##### Data supplied #####

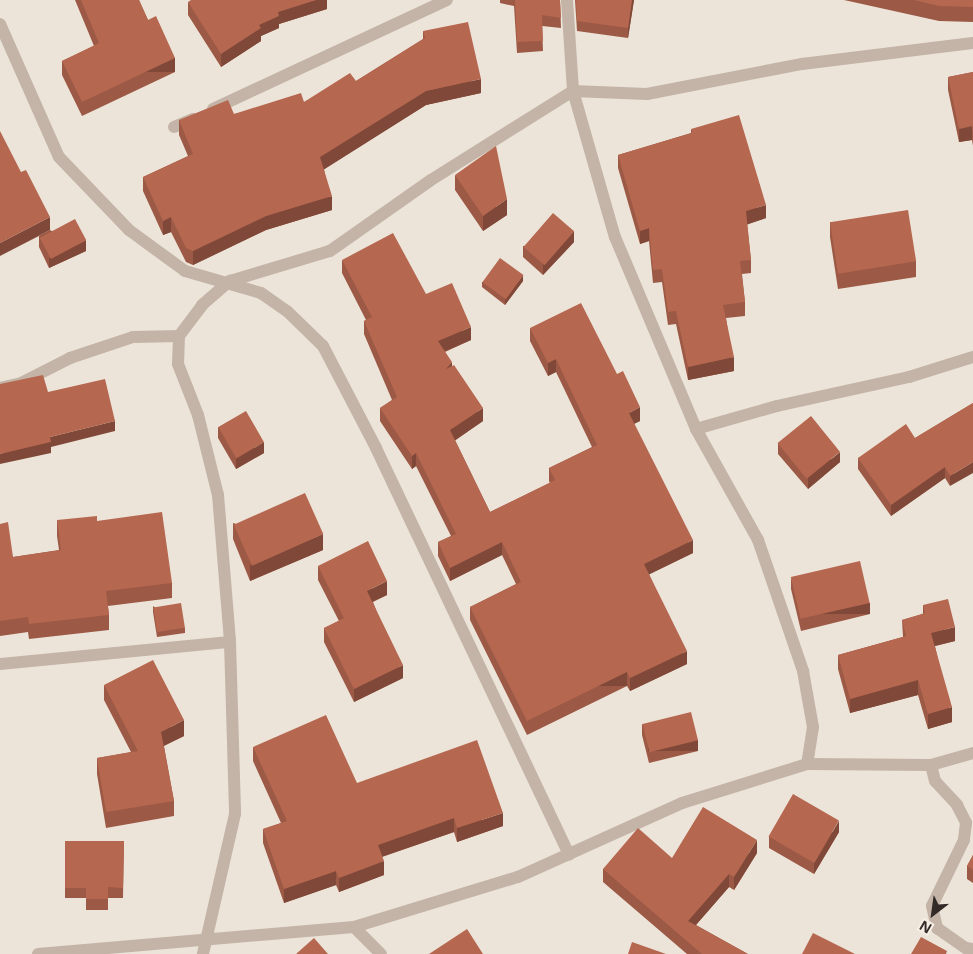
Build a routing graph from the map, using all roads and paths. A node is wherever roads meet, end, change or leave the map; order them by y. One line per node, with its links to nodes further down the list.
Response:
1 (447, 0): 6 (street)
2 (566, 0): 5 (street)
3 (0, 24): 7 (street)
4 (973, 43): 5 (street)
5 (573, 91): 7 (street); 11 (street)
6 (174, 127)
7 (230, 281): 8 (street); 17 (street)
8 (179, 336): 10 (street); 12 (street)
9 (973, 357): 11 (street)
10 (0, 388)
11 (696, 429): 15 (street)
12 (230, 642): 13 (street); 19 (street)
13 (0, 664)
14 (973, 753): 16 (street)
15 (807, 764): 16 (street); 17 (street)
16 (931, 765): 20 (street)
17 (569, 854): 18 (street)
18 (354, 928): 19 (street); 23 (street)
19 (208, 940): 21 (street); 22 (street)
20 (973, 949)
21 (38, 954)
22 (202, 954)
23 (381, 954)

#####

Return the entries unchanged, save for the pictures, which do not belong in the copy.

_Exercise solution_.
Build a routing graph from the map, using all roads and paths. A node is wherever roads meet, end, change or leave the map; order them by y. One line per node, with its links to nodes further down the list.
Response:
1 (447, 0): 6 (street)
2 (566, 0): 5 (street)
3 (0, 24): 7 (street)
4 (973, 43): 5 (street)
5 (573, 91): 7 (street); 11 (street)
6 (174, 127)
7 (230, 281): 8 (street); 17 (street)
8 (179, 336): 10 (street); 12 (street)
9 (973, 357): 11 (street)
10 (0, 388)
11 (696, 429): 15 (street)
12 (230, 642): 13 (street); 19 (street)
13 (0, 664)
14 (973, 753): 16 (street)
15 (807, 764): 16 (street); 17 (street)
16 (931, 765): 20 (street)
17 (569, 854): 18 (street)
18 (354, 928): 19 (street); 23 (street)
19 (208, 940): 21 (street); 22 (street)
20 (973, 949)
21 (38, 954)
22 (202, 954)
23 (381, 954)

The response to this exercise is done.